Abstract

The essay that follows is an effort to take on a narrow but important question in a serious, though limited, way. The question is whether there is a MORAL case for lifting primary responsibility for Human immunodeficiency virus (HIV) prevention from the shoulders of those who know they are infected. The question is important because, for many people, it feels so obviously right to require those with HIV to accept this responsibility that punishing them as criminals if they fail to do so seems a natural, logical and entirely fair next step. As far as we can tell, objections to HIV exposure or transmission laws to date have rested on practical, rather than moral concerns. We will ask whether there is a good moral case to be made against criminalisation.There are two important things we will not do. We will not address the use of criminal law to deter or punish people who deliberately expose others to HIV with the aim of causing harm or with callous disregard of a significant risk of transmission.

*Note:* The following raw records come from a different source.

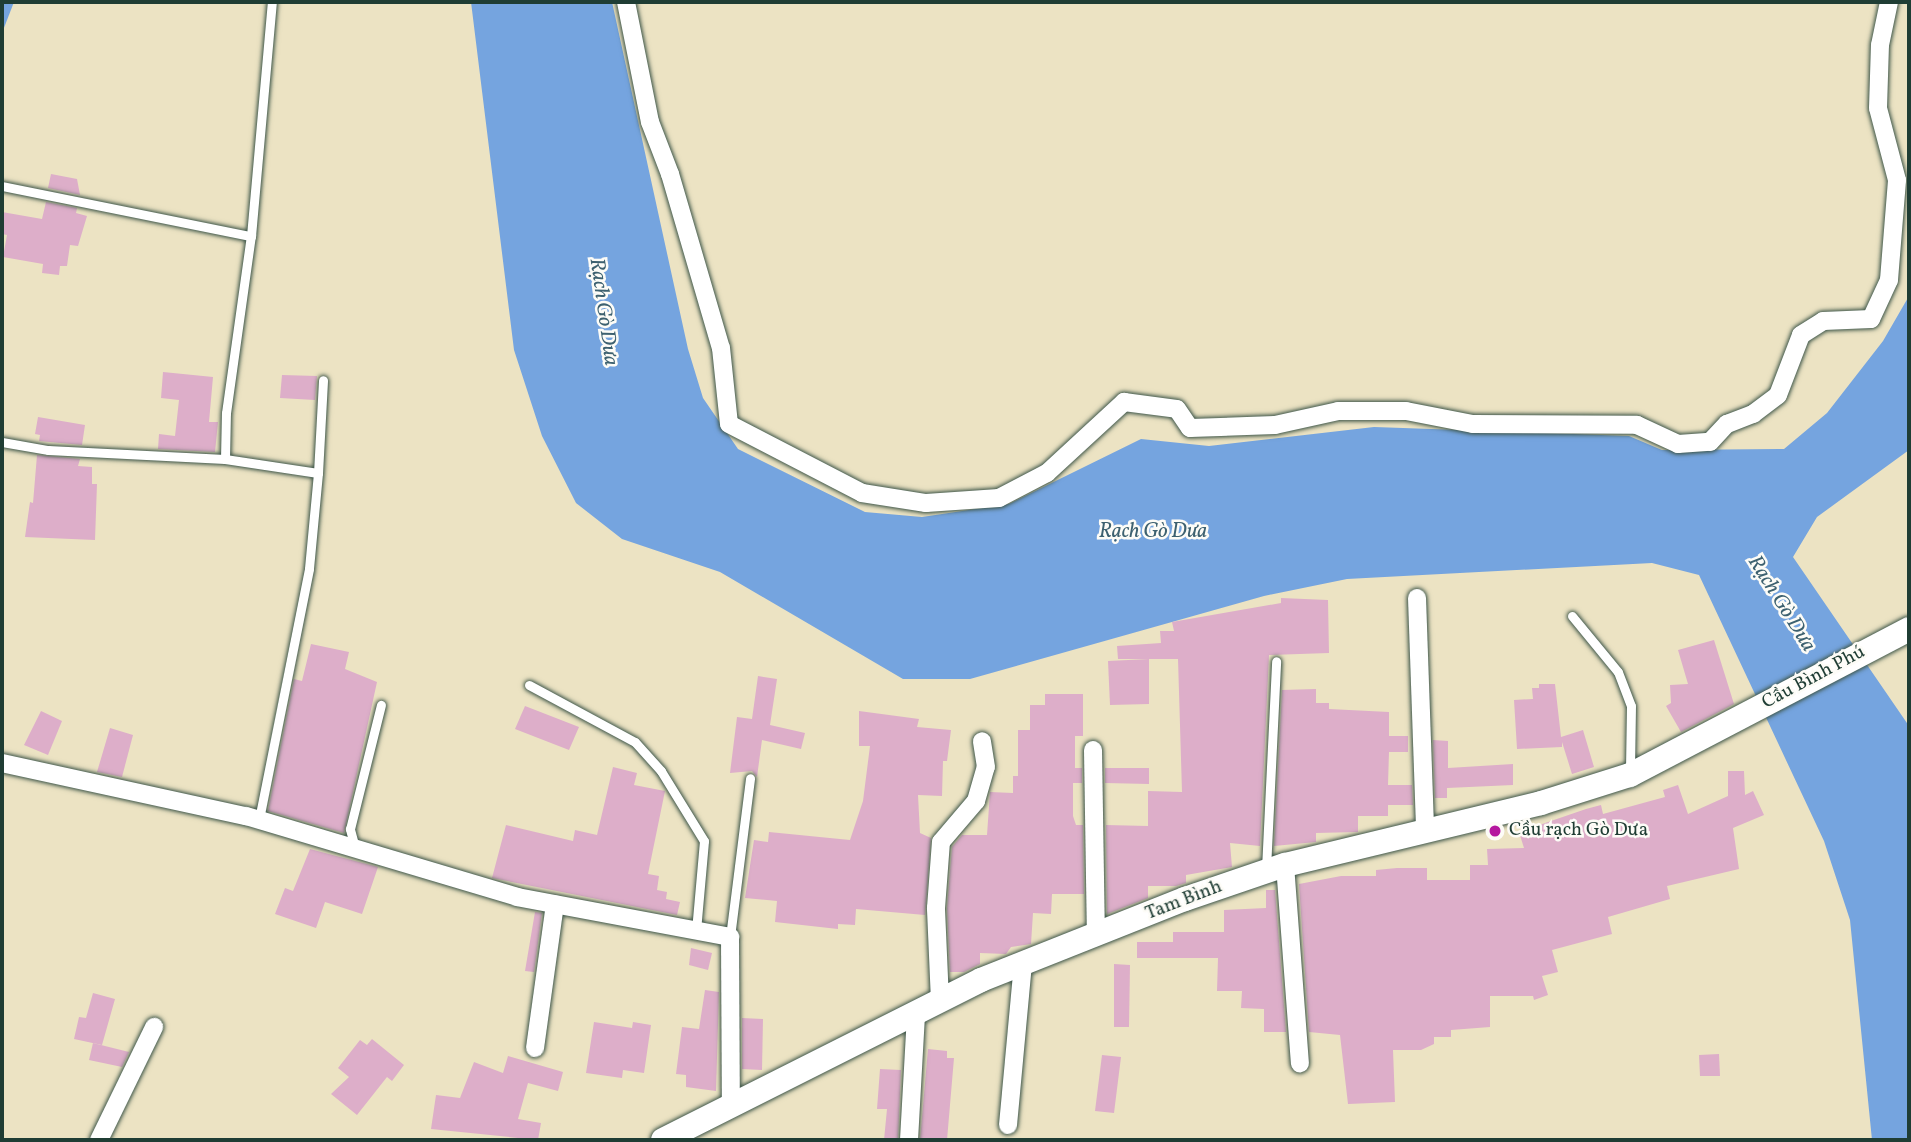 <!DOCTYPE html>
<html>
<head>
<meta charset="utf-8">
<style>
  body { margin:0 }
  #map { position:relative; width:1911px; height:1142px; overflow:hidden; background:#ece3c3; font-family:Vollkorn,serif }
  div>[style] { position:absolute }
  .water>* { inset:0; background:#75a4df }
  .building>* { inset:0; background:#ddaec9 }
  .roads { filter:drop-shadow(0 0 2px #3e5649) drop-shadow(0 0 2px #3e5649) }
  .lane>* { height:9px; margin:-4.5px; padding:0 4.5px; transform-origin:4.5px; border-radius:4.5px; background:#fff }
  .street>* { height:18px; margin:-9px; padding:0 9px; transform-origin:9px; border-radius:9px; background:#fff }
  .secondary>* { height:24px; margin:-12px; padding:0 12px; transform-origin:12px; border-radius:12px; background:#fff }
  .dots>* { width:19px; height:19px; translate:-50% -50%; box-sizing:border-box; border:4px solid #fdfcf7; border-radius:50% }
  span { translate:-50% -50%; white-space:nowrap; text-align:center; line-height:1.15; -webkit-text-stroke:5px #fdfcf7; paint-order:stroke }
  .street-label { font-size:19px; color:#1f3d34 }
  .poi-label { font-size:19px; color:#1f3d34 }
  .left { translate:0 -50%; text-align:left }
  .water-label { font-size:21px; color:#3d6170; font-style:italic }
  .frame { position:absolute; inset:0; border:4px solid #1f3d34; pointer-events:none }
</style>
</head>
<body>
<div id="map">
  <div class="water">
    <i style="clip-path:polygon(2px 2px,14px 2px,2px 33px)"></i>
    <i style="clip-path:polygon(471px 2px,612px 2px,688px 349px,703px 398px,738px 449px,865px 512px,922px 517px,1009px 504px,1141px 439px,1209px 446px,1374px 427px,1629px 436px,1662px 450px,1784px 449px,1827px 413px,1883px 341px,1909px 296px,1909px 450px,1817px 517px,1793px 557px,1909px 726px,1909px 1140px,1872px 1140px,1850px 920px,1824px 841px,1699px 575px,1652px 563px,1347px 579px,1264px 596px,970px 679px,903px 679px,720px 572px,622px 539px,576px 503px,542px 436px,514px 350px)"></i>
  </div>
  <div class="building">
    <i style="clip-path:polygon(51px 174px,77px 179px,80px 195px,48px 188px)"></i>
    <i style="clip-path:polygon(46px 202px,77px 208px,76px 213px,87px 216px,78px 246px,70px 245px,67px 266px,60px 266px,59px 275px,42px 273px,43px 264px,3px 257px,7px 235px,2px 234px,2px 212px,42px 219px)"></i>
    <i style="clip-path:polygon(163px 372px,213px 377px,209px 422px,218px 422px,215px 452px,158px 449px,159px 434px,175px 436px,179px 400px,161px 398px)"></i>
    <i style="clip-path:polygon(282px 375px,317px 376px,315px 400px,280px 398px)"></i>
    <i style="clip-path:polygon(38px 417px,85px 425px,82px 445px,39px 441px,40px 435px,35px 434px)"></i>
    <i style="clip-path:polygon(37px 455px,80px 459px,78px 466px,92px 467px,92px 484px,97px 484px,95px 540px,25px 537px,30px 502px,33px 503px)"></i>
    <i style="clip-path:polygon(1281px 598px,1328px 600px,1329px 653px,1269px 655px,1260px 846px,1230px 843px,1232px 867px,1186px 875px,1186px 883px,1176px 886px,1148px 886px,1148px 898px,1107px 914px,1106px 825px,1148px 826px,1148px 791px,1182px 792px,1178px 659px,1118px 659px,1117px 646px,1161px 643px,1160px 631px,1174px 631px,1172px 622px,1281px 603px)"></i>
    <i style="clip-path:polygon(1714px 640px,1734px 704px,1681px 732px,1666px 706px,1671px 703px,1670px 685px,1688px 684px,1678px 650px)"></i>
    <i style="clip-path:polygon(311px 644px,349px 652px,345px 669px,377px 682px,344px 833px,268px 811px,294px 679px,302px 681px)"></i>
    <i style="clip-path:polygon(1149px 659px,1149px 704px,1110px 705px,1108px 661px)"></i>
    <i style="clip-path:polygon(758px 676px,777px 679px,770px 725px,805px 733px,801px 749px,762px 740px,757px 777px,752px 771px,730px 773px,737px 717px,752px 719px)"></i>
    <i style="clip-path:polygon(1539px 684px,1555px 684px,1561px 737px,1583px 730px,1594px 767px,1572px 774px,1562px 742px,1562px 747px,1517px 749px,1514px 700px,1533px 699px,1532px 688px,1539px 688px)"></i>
    <i style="clip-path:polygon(1316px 689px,1316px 703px,1329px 703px,1329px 709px,1389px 712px,1389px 736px,1408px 736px,1408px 752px,1389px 752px,1388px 785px,1412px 785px,1413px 805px,1388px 805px,1388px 816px,1358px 816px,1358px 832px,1316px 833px,1316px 842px,1274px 846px,1282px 690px)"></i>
    <i style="clip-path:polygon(1045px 694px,1083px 694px,1083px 736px,1075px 736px,1075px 768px,1082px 768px,1082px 783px,1073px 783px,1073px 816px,1076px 825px,1083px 825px,1084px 894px,1052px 894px,1051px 914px,1033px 913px,1031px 944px,1011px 947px,1006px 954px,980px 953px,980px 964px,964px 972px,950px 972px,947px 908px,952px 847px,962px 835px,987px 835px,990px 792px,1013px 793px,1013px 776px,1018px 776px,1018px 730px,1030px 730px,1030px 705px,1045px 705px)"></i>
    <i style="clip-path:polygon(525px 706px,579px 727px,569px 750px,515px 729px)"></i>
    <i style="clip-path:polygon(41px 711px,62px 721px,48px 755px,24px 745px)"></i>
    <i style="clip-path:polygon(859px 711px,919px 719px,917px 727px,951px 730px,947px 761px,943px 761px,942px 796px,918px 795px,920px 833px,931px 838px,925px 915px,856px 909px,855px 925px,838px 924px,838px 929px,775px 922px,777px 901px,745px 898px,754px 840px,768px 842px,769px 832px,850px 840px,863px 801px,870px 746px,859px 746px)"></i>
    <i style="clip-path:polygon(110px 728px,133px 735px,122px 777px,97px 772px)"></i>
    <i style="clip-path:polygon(1433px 740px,1448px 741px,1448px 768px,1513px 764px,1513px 785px,1447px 788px,1447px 798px,1435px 798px)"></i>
    <i style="clip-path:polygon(613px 767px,637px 773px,634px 785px,665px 791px,648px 874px,659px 876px,657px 890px,667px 892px,666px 899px,680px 902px,677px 915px,492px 878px,506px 825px,573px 841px,575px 830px,597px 835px)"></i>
    <i style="clip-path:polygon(1105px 768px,1149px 768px,1149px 784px,1105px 783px)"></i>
    <i style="clip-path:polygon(1728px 771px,1744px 771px,1745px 795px,1753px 791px,1764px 815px,1733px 828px,1739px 869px,1667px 886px,1670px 899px,1608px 917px,1612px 934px,1552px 950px,1558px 972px,1542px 976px,1548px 995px,1534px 1000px,1533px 996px,1490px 996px,1490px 1027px,1451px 1030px,1451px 1037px,1434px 1037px,1434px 1044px,1421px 1050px,1393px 1050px,1395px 1102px,1348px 1104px,1340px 1035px,1309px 1032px,1299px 884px,1341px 876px,1376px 876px,1376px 870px,1397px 868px,1427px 868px,1427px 880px,1470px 880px,1470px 865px,1488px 865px,1487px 849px,1524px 848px,1519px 832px,1586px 809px,1601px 805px,1603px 814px,1665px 797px,1663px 790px,1678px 785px,1688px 814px,1728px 796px)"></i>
    <i style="clip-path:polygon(310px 849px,378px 867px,362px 914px,325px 902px,316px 928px,275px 914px,285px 888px,293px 891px)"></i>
    <i style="clip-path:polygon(1266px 890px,1275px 890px,1286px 1032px,1264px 1032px,1264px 1009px,1241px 1008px,1242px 991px,1217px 991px,1218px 958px,1137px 958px,1137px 942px,1173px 942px,1173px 932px,1224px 932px,1224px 910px,1266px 908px)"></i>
    <i style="clip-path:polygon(535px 912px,542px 913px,534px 972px,525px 971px)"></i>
    <i style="clip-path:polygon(691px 948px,712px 953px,708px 970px,689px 965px)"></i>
    <i style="clip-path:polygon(1114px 964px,1130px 965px,1129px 1027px,1114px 1027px)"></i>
    <i style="clip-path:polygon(705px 990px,719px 992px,716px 1091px,686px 1087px,686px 1075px,676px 1074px,682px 1027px,699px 1029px)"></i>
    <i style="clip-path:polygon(93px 993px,115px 999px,102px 1045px,74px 1039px,79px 1017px,86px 1018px)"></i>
    <i style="clip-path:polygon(742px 1018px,763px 1019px,762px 1070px,742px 1069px)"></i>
    <i style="clip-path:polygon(594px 1022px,632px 1028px,633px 1022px,651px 1025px,644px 1073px,623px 1070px,622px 1078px,586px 1073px)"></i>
    <i style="clip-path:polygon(372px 1039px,404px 1065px,392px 1081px,387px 1077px,357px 1115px,331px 1094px,349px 1077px,338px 1068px,360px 1040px,367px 1045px)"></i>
    <i style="clip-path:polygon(93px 1043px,129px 1052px,122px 1067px,89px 1060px)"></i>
    <i style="clip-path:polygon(928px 1049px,947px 1051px,947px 1058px,954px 1058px,947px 1140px,920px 1140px)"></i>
    <i style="clip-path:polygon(1719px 1054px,1720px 1076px,1700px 1076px,1699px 1055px)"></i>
    <i style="clip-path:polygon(1102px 1055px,1121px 1057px,1114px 1113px,1095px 1111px)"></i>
    <i style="clip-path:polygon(508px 1056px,563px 1072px,558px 1091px,528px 1083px,518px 1119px,541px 1123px,538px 1140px,431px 1129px,436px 1095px,460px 1098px,474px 1062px,503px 1073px)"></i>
    <i style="clip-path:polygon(880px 1069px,901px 1070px,898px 1140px,884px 1140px,887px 1109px,877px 1109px)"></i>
  </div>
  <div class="roads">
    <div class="lane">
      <i style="left:2px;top:186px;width:254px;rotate:11.4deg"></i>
      <i style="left:2px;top:442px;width:47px;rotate:9.9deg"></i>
      <i style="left:48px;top:450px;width:177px;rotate:2.9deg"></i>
      <i style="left:225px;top:459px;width:94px;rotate:8.6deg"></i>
      <i style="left:318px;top:473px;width:96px;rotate:95.4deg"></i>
      <i style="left:309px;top:569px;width:256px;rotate:101.3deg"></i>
      <i style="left:225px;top:459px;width:46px;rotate:-88.8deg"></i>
      <i style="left:226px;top:413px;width:179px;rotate:-82deg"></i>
      <i style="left:251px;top:236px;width:235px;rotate:-84.9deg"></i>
      <i style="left:318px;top:473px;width:93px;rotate:-86.9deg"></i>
      <i style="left:1572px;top:616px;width:72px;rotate:50.6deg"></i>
      <i style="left:1618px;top:672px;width:36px;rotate:69deg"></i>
      <i style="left:1631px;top:706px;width:67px;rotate:90.9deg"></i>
      <i style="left:529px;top:685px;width:120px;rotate:28.3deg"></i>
      <i style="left:635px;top:742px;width:39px;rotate:48deg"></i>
      <i style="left:661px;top:771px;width:82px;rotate:58.4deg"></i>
      <i style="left:704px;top:841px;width:90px;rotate:95.1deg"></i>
      <i style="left:355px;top:848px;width:20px;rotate:-105deg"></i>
      <i style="left:350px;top:829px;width:128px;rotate:-76deg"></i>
      <i style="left:1266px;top:869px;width:208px;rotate:-87.2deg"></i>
      <i style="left:730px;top:937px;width:160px;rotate:-82.8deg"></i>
    </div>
    <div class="street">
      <i style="left:626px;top:2px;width:122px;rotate:78.7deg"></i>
      <i style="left:650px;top:122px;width:56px;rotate:69deg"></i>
      <i style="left:670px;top:174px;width:181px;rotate:73.7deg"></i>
      <i style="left:721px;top:348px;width:76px;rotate:84deg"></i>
      <i style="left:729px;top:424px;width:150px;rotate:27.4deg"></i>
      <i style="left:862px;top:493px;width:65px;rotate:8.9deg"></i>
      <i style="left:926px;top:503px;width:73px;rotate:-3.9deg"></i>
      <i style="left:999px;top:498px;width:54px;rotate:-27.5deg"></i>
      <i style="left:1047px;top:473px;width:105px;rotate:-42.7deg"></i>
      <i style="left:1124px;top:402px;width:53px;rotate:7.5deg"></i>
      <i style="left:1177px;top:409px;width:23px;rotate:56deg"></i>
      <i style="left:1190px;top:428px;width:85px;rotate:-2deg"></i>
      <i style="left:1275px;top:425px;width:65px;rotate:-12.5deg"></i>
      <i style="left:1338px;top:411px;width:68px"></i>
      <i style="left:1406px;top:411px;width:68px;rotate:11deg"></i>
      <i style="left:1473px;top:424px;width:164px;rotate:0.3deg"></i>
      <i style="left:1637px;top:425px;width:45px;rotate:24.9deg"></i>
      <i style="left:1678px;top:444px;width:32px;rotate:-4deg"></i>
      <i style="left:1710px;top:442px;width:25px;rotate:-47deg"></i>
      <i style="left:1727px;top:424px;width:28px;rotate:-21deg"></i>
      <i style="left:1753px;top:414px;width:31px;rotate:-37deg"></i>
      <i style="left:1778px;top:395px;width:64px;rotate:-69deg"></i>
      <i style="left:1801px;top:335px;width:26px;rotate:-32deg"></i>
      <i style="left:1823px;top:321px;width:48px;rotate:-2.4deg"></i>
      <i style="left:1871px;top:319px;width:43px;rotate:-65.2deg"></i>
      <i style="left:1889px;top:280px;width:100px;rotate:-85.4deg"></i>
      <i style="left:1897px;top:180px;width:74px;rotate:-104.8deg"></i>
      <i style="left:1878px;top:108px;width:63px;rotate:-88.2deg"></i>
      <i style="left:1880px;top:45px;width:44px;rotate:-78.2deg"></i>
      <i style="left:1417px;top:598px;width:233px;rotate:88deg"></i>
      <i style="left:1093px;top:750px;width:186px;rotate:89.1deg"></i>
      <i style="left:2px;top:763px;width:250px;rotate:12.3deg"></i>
      <i style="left:246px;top:816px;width:283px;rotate:16.6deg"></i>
      <i style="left:517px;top:897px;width:217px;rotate:10.6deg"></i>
      <i style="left:730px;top:937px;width:169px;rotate:89.7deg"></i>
      <i style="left:1285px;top:865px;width:199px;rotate:85.7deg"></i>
      <i style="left:940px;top:1001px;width:93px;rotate:-92.5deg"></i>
      <i style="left:936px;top:908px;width:66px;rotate:-85.7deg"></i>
      <i style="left:941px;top:842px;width:54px;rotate:-49.5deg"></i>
      <i style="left:976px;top:801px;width:35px;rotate:-74deg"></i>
      <i style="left:986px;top:767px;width:26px;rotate:-99deg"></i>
      <i style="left:535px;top:1048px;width:145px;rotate:-82.1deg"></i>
      <i style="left:1008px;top:1125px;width:164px;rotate:-84.7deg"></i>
      <i style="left:99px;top:1140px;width:126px;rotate:-64deg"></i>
      <i style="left:909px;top:1140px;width:127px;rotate:-86.8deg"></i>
    </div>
    <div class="secondary">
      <i style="left:663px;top:1140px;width:356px;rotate:-26.7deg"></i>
      <i style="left:981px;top:980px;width:219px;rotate:-21.7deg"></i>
      <i style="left:1185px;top:899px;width:106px;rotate:-18.8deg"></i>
      <i style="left:1285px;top:865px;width:263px;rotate:-13.6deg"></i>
      <i style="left:1541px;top:803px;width:93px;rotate:-17.5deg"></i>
      <i style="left:1630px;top:775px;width:315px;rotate:-27.6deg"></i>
    </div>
  </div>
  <div class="dots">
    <i style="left:1495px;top:831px;background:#b5179e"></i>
  </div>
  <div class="street-label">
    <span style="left:1814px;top:678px;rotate:-28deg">Cầu Bình Phú</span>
    <span style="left:1184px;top:901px;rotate:-21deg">Tam Bình</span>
  </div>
  <div class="poi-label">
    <span class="left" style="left:1509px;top:831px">Cầu rạch Gò Dưa</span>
  </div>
  <div class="water-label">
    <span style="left:603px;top:312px;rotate:82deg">Rạch Gò Dưa</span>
    <span style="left:1153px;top:532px">Rạch Gò Dưa</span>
    <span style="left:1781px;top:604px;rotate:58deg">Rạch Gò Dưa</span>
  </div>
  <div class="frame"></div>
</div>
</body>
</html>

Like other commentators, we regard trying to harm others as wrongful and subject to prosecution regardless of the weapon used; our only concern in such a case, from the HIV perspective, is that a defendant not be punished more harshly only because the chosen weapon was the virus3 The second thing we will not do is attempt a moral analysis that is culturally comprehensive. The people of the world have developed many powerful systems of moral thought. We investigate our moral question within just one, the Western tradition of deontological ethics and liberal political philosophy. Our purpose is not, ultimately, to define for all people and all places a morality of HIV exposure, but to test whether the case for assigning primary moral responsibility for HIV to the person infected is as strong as it is assumed to be.